Business

Belfast shipyard workers successfully complete first barge in £18m Cory contract

The completed barge
The completed barge

WORKERS at Harland & Wolff's iconic Belfast shipyard have successfully completed fabrication of the first hull on two separate contracts to built 25 barges to be used to transport waste on the London's River Thames.

Shipyard owner H&W Group Holdings (formerly InfraStrata plc) was awarded the contracts last year by Cory Group and its subsidiary Riverside Energy Park, together worth more than £18 million.

Cory has just approved the hull for the first barge in Belfast, and the vessel will now pass into the painting hall prior to its delivery in the coming months.

The second barge will soon be completed, while work on the next two barges is also well advanced.

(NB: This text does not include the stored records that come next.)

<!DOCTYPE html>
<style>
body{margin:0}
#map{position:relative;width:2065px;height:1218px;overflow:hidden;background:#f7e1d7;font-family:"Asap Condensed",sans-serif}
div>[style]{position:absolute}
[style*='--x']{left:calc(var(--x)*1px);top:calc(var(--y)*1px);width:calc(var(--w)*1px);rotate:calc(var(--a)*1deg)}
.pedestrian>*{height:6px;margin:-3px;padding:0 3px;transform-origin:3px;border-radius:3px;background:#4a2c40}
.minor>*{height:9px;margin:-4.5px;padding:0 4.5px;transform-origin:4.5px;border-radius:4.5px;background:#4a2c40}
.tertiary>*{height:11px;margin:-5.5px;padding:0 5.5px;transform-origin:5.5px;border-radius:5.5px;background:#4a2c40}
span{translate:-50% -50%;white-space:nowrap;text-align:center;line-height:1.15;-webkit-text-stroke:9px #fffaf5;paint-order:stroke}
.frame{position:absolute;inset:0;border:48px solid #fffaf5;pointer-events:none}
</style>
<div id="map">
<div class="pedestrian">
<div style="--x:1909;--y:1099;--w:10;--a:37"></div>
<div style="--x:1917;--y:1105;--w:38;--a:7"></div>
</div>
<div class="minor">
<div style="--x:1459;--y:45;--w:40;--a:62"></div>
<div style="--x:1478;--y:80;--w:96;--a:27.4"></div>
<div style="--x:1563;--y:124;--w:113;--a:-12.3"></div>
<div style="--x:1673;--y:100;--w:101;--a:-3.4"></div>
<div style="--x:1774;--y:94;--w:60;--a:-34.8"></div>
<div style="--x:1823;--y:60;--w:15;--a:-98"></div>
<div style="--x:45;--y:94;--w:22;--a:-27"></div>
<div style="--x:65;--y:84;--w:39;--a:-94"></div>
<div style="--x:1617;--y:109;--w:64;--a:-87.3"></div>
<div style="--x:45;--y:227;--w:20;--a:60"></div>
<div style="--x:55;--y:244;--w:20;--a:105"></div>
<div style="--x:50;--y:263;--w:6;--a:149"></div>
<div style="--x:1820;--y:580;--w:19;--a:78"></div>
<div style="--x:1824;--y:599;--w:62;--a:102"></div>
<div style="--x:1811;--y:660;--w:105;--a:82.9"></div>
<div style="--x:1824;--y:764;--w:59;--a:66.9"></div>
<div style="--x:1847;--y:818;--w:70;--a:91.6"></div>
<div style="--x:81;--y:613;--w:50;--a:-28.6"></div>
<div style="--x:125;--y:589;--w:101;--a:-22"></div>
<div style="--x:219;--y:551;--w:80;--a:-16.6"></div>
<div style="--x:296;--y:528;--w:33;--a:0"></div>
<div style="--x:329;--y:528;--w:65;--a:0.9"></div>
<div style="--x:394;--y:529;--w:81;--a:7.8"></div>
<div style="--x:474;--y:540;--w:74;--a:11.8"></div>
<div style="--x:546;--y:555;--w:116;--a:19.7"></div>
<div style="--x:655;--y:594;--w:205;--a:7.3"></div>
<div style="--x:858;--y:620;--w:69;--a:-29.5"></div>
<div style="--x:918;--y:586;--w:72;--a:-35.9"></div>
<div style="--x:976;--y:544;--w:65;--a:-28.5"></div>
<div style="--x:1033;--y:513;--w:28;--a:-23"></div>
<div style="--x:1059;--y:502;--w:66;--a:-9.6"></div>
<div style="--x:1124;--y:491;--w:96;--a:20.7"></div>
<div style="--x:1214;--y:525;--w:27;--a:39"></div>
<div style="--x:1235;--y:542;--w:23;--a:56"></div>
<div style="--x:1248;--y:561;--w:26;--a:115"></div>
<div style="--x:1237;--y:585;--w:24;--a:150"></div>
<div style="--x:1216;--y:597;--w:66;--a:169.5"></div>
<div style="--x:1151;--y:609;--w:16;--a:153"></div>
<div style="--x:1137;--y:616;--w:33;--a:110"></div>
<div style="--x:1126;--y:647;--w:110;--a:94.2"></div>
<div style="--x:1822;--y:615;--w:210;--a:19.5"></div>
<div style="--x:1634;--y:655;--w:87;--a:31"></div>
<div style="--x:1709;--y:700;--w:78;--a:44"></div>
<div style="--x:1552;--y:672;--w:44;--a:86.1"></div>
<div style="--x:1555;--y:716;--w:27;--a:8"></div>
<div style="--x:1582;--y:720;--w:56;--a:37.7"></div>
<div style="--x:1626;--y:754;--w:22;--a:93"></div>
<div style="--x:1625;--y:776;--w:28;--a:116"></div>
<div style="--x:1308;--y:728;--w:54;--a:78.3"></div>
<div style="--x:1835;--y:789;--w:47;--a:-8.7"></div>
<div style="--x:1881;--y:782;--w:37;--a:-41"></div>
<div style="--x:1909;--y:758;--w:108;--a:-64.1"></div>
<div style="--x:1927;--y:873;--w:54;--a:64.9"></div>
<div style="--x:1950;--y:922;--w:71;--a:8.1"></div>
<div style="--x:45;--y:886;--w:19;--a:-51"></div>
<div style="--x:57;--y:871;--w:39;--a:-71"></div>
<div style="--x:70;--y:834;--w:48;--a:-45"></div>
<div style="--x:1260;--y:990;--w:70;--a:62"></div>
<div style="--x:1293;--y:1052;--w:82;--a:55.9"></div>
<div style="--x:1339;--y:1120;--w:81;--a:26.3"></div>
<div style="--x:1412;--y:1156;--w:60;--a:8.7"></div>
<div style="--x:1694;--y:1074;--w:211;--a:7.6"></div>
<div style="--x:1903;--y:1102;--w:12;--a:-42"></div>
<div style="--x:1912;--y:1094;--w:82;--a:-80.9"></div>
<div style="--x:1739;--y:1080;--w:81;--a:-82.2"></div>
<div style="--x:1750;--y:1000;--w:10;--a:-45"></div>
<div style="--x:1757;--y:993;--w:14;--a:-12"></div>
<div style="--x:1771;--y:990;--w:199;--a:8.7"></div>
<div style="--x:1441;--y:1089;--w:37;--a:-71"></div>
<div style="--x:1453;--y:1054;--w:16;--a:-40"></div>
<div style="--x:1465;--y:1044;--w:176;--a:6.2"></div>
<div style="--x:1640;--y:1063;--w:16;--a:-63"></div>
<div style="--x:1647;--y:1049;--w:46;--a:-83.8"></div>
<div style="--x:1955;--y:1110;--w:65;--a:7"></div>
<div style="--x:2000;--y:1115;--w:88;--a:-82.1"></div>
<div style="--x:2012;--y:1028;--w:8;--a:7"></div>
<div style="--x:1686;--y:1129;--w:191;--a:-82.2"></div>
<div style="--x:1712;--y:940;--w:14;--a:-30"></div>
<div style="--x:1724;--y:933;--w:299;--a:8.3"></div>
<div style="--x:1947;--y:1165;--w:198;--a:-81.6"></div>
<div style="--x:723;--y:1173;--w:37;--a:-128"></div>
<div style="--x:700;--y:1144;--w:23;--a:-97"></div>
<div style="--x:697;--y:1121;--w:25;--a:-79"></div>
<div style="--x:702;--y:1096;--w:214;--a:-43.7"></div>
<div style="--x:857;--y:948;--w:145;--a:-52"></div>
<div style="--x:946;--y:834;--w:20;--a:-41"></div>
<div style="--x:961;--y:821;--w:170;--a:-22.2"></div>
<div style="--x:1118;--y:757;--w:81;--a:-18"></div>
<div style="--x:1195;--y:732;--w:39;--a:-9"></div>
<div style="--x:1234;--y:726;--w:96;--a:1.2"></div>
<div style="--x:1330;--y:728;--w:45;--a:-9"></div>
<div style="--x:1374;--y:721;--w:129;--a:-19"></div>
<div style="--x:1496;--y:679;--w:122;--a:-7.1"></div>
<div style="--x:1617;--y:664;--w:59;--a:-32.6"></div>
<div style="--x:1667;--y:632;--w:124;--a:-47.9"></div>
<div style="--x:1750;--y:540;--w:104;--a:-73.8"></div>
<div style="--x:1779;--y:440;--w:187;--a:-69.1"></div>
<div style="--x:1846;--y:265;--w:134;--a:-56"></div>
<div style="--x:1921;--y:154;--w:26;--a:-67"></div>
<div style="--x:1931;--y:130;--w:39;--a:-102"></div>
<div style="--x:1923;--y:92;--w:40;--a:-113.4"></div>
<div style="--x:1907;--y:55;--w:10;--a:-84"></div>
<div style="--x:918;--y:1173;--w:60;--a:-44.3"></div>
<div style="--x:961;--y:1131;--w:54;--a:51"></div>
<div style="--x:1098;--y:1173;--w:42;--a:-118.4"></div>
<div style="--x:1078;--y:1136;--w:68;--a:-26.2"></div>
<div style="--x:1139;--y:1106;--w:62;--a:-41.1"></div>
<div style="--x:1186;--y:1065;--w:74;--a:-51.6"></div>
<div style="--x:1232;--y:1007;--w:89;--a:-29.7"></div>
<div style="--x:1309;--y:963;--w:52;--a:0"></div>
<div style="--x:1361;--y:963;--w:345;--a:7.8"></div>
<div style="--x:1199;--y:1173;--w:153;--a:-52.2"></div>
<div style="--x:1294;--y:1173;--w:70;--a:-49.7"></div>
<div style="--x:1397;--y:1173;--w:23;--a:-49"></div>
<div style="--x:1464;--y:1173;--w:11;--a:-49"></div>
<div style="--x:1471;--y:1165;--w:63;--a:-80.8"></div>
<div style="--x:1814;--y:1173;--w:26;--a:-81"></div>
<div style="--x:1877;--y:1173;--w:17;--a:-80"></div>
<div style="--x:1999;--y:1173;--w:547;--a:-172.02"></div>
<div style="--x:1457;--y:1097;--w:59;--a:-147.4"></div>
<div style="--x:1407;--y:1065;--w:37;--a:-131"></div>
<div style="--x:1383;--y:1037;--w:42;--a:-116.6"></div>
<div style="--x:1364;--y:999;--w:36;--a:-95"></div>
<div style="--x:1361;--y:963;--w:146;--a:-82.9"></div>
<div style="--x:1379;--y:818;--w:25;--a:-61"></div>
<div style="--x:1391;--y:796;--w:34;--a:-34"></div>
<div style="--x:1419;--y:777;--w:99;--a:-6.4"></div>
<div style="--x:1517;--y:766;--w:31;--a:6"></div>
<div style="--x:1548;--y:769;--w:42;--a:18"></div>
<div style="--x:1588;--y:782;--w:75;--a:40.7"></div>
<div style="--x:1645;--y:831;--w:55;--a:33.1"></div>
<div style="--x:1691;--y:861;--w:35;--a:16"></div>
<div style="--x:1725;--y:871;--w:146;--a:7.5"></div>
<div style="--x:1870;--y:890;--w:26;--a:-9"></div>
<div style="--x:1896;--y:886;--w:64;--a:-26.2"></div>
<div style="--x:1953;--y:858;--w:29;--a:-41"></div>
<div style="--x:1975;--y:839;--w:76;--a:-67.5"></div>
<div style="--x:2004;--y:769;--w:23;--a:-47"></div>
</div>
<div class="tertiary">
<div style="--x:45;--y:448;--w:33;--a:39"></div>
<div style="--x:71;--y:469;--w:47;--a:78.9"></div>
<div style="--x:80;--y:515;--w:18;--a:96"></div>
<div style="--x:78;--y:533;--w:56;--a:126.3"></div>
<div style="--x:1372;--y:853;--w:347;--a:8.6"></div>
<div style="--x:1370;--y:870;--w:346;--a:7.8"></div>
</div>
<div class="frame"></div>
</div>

Fabrication is now being conducted simultaneously on all barges throughout the production hall, with numerous work stations set up and the project team tracking progress on a daily basis with the newly implemented ERP (enterprise resource planning) technology.

The work being undertaken on these barges has supported the facility in ramping up the workforce numbers and advancing vital shipyard skills which will be required for the recently awarded £1.6 billion Fleet Solid Support warship programme.

As part of that contract, H&W will be responsible for delivering work worth up to £800 million through the life of the programme, which will last seven years. It will commence this year, bringing long term employment and opportunities in Belfast until 2031.

John Wood, group chief executive at Harland & Wolff, said: "It's fantastic to walk round the fabrication halls in Belfast and see them being a hive of activity, with our apprentices putting into practice the skills they have learned from our experienced workforce.

"It has been fascinating to watch the adoption of new technology with our twin headed robotic welding line delivering production improvements by a magnitude of four to six times against conventional production and welding methods.

"I'm hugely encouraged with the progress being made and it is the perfect stepping stone towards full scale shipbuilding."

The barges are built to handle 655,000 tonnes of non-recyclable waste from London each year.

Cory Group is one of the UK's leading waste management and recycling companies and operates one of the country's biggest energy-from-waste facilities, with a unique river-based infrastructure on the Thames for delivering waste.